Geometric filtrations of string links and homology cylinders

TL;DR

This paper explores the structure of string links and homology cylinders through filtrations, establishing a new epimorphism and classifying associated graded groups up to 2-torsion, advancing understanding of their algebraic and geometric properties.

Contribution

It introduces a well-defined epimorphism from the Artin representation on string links and classifies the associated graded groups of homology cylinders up to 2-torsion.

Findings

Epimorphism induced by Artin representation on string links

Kernel generated by band sums of Bing-doubles of knots with nonzero Arf invariant

Complete classification of graded groups up to 2-torsion for Goussarov-Habiro filtration

Abstract

We show that the Artin representation on concordance classes of string links induces a well-defined epimorphism modulo order n twisted Whitney tower concordance, and that the kernel of this map is generated by band sums of iterated Bing-doubles of any string knot with nonzero Arf invariant.
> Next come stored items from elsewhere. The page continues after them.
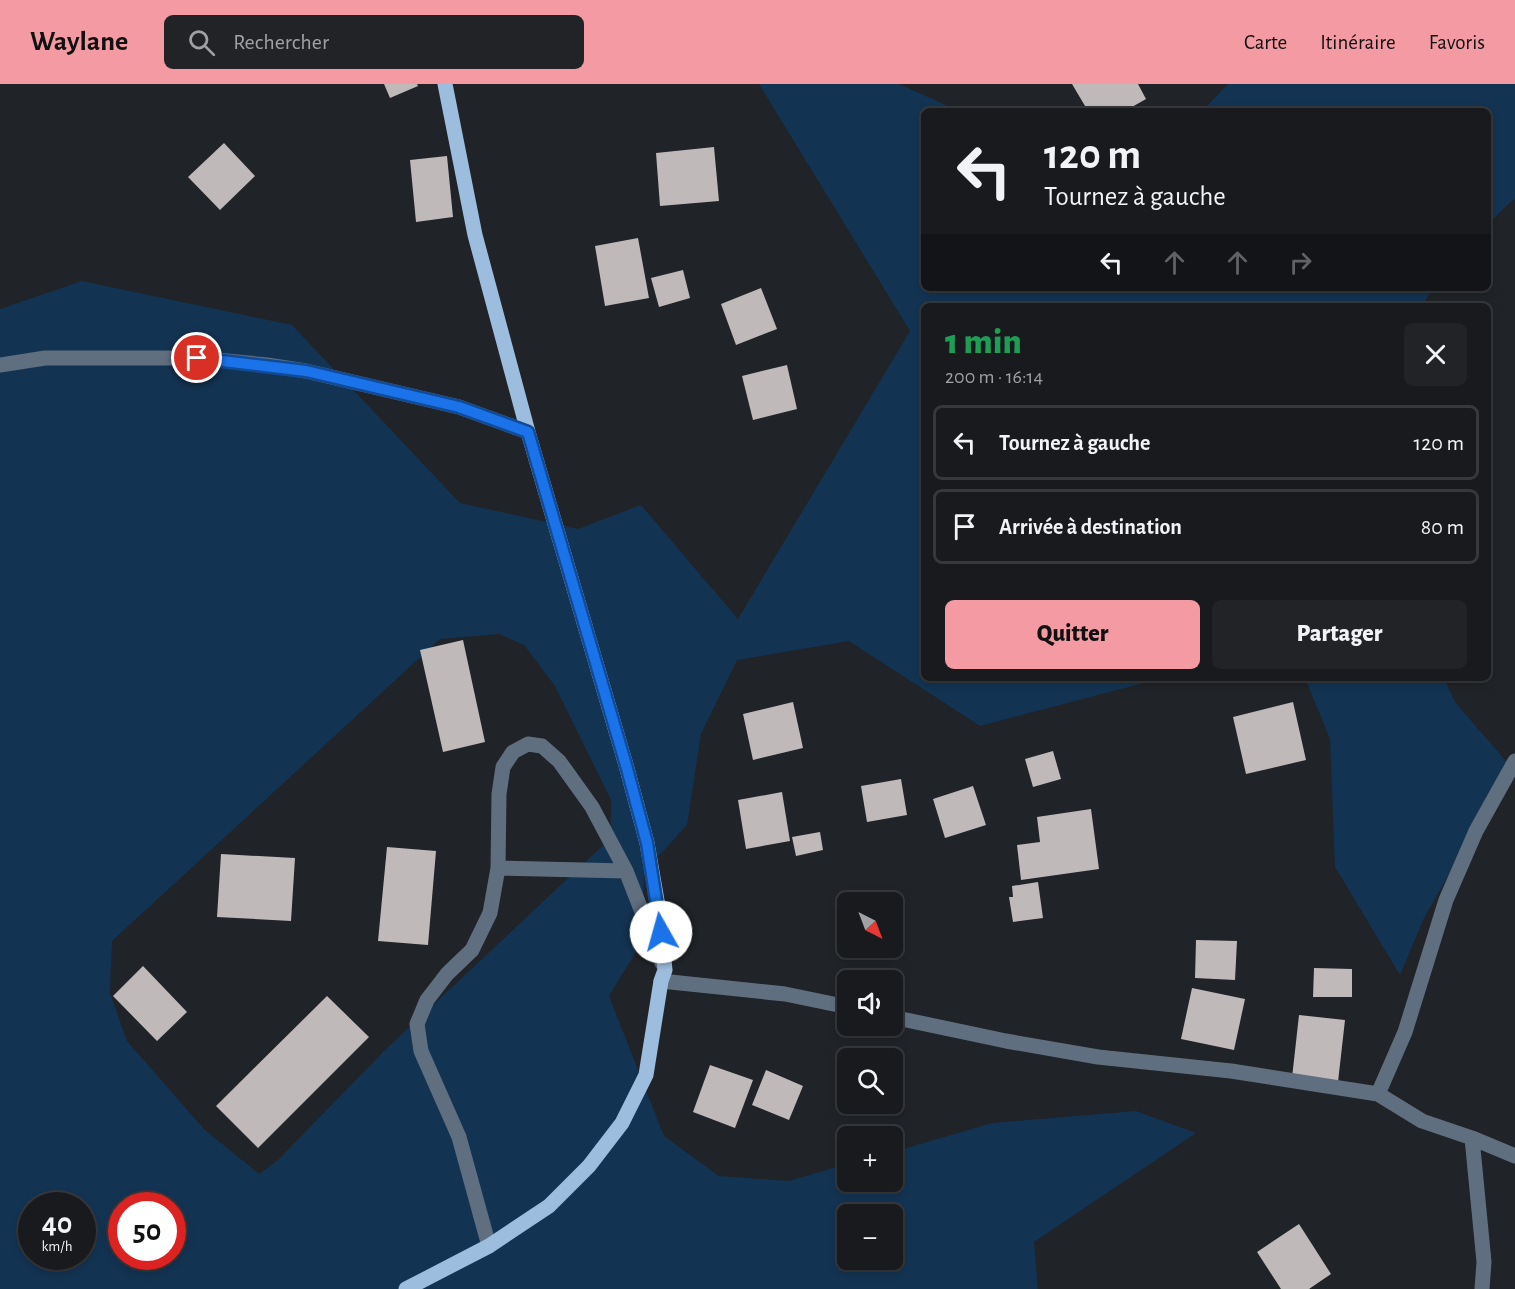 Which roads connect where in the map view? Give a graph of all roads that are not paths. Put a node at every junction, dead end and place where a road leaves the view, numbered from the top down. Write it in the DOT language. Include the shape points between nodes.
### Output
graph roads {
  1 [pos="445,84"];
  2 [pos="0,365"];
  3 [pos="528,432"];
  4 [pos="1515,761"];
  5 [pos="498,868"];
  6 [pos="626,871"];
  7 [pos="663,976"];
  8 [pos="837,1005"];
  9 [pos="903,1019"];
  10 [pos="1378,1094"];
  11 [pos="1472,1138"];
  12 [pos="1515,1156"];
  13 [pos="489,1246"];
  14 [pos="406,1289"];
  15 [pos="1482,1289"];
  1 -- 3 [label="main road" via="475,235"];
  2 -- 3 [label="street" via="56,358 197,358 267,365 459,407"];
  3 -- 7 [label="main road" via="647,843 659,912"];
  4 -- 10 [label="street" via="1476,831 1446,900 1405,1032"];
  5 -- 6 [label="street"];
  5 -- 6 [label="street" via="503,767 513,752 528,744 542,746 560,761 592,807"];
  5 -- 13 [label="street" via="490,913 472,950 427,1000 417,1024 421,1051 459,1137"];
  6 -- 7 [label="street"];
  7 -- 8 [label="street"];
  7 -- 13 [label="main road" via="646,1075 622,1123 589,1166 549,1206"];
  9 -- 10 [label="street" via="1098,1057 1231,1071"];
  10 -- 11 [label="street" via="1422,1121"];
  11 -- 12 [label="street"];
  11 -- 15 [label="street" via="1484,1262"];
  13 -- 14 [label="main road"];
} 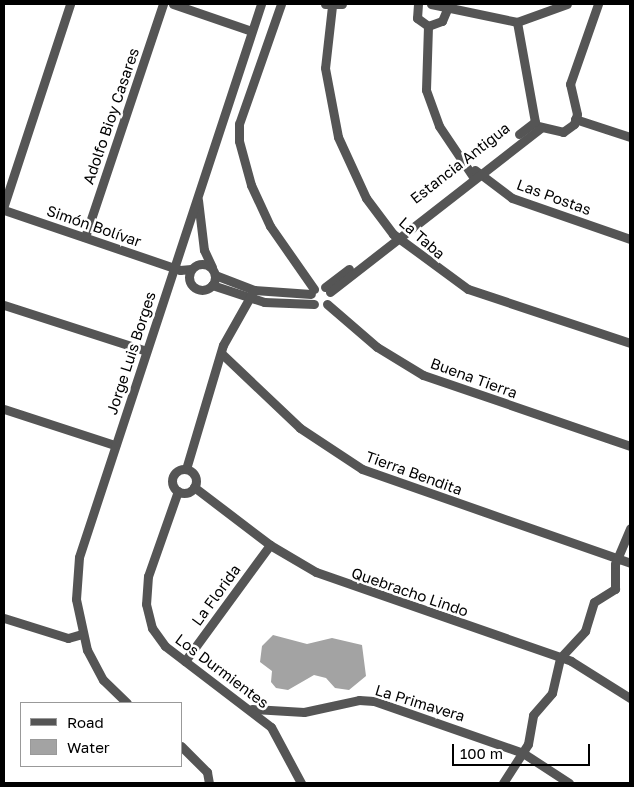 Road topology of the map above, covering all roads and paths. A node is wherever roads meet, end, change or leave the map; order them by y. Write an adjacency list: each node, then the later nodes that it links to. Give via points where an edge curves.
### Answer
1 (70, 4): 21 (street)
2 (163, 4): 24 (street, Adolfo Bioy Casares)
3 (173, 4): 15 (street)
4 (261, 4): 15 (street, Jorge Luis Borges)
5 (281, 4): 33 (street, via 240,124 239,141 251,185 270,226)
6 (342, 4): 10 (street, La Taba)
7 (418, 4): 14 (street, Las Postas, via 417,18)
8 (431, 4): 12 (street)
9 (567, 4): 13 (street)
10 (329, 5): 23 (street, La Taba, via 325,68 336,129 354,177)
11 (597, 5): 16 (street, via 570,84)
12 (448, 7): 13 (street); 14 (street, via 442,21)
13 (517, 22): 17 (street)
14 (428, 26): 19 (street, Las Postas, via 426,90 439,126)
15 (252, 31): 20 (street, Jorge Luis Borges)
16 (575, 119): 17 (street, via 563,132); 18 (street)
17 (538, 125): 19 (street, Estancia Antigua)
18 (630, 137)
19 (474, 174): 23 (street, Estancia Antigua); 25 (street, Las Postas, via 512,198)
20 (198, 196): 26 (street, Jorge Luis Borges); 28 (street, via 204,250)
21 (4, 205)
22 (4, 210): 24 (street, Simón Bolívar)
23 (395, 236): 32 (street, Estancia Antigua); 38 (street, La Taba, via 468,289)
24 (85, 237): 26 (street, Simón Bolívar)
25 (630, 238)
26 (175, 267): 27 (street, Simón Bolívar); 29 (street, Simón Bolívar); 39 (street, Jorge Luis Borges)
27 (191, 269): 28 (street, via 201,264); 29 (street)
28 (214, 272): 30 (street); 31 (street)
29 (192, 285): 31 (street, via 200,290)
30 (225, 285): 31 (street); 34 (street)
31 (212, 286)
32 (327, 290): 33 (street); 36 (street)
33 (312, 291): 34 (street); 35 (street)
34 (252, 294): 35 (street); 40 (street)
35 (314, 304): 36 (street)
36 (327, 304): 43 (street, Buena Tierra, via 377,347 422,375)
37 (4, 305): 39 (street)
38 (630, 343)
39 (146, 351): 42 (street, Jorge Luis Borges)
40 (221, 353): 44 (street); 49 (street, Tierra Bendita, via 300,428 362,469)
41 (4, 409): 42 (street)
42 (115, 445): 52 (street, Jorge Luis Borges, via 77,572)
43 (630, 446)
44 (186, 468): 45 (street, via 195,476); 46 (street, via 173,474 172,486)
45 (194, 487): 46 (street); 48 (street, Quebracho Lindo)
46 (178, 491): 54 (street, Los Durmientes, via 148,576 146,604 158,639)
47 (630, 528): 49 (street)
48 (270, 544): 53 (street, Quebracho Lindo, via 330,579); 54 (street, La Florida)
49 (617, 556): 50 (street, Tierra Bendita); 53 (street, via 615,589 594,602 585,631)
50 (630, 563)
51 (4, 618): 52 (street, via 68,638)
52 (82, 634): 56 (street, Jorge Luis Borges, via 97,672)
53 (560, 658): 55 (street, Quebracho Lindo); 59 (street, via 552,693 533,715)
54 (185, 661): 57 (street, Los Durmientes)
55 (630, 698)
56 (126, 702)
57 (251, 709): 59 (street, La Primavera, via 304,712 367,700); 63 (street, Los Durmientes, via 279,737)
58 (182, 747): 61 (street)
59 (523, 753): 64 (street); 65 (street, La Primavera)
60 (182, 756): 61 (street)
61 (200, 765): 62 (street)
62 (209, 783)
63 (301, 783)
64 (503, 783)
65 (569, 783)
We also continue J. Levine's work [20, 21, 22] comparing two filtrations of the group of homology cobordism classes of 3-dimensional homology cylinders, one defined in terms of an Artin-type representation (the Johnson filtration) and one defined using clasper surgery (the Goussarov-Habiro filtration). In particular, the associated graded groups are completely classified up to an unknown 2-torsion summand for the Goussarov-Habiro filtration, for which we obtain an upper bound, in a precisely analogous fashion to the classification of the Whitney tower filtration of link concordance.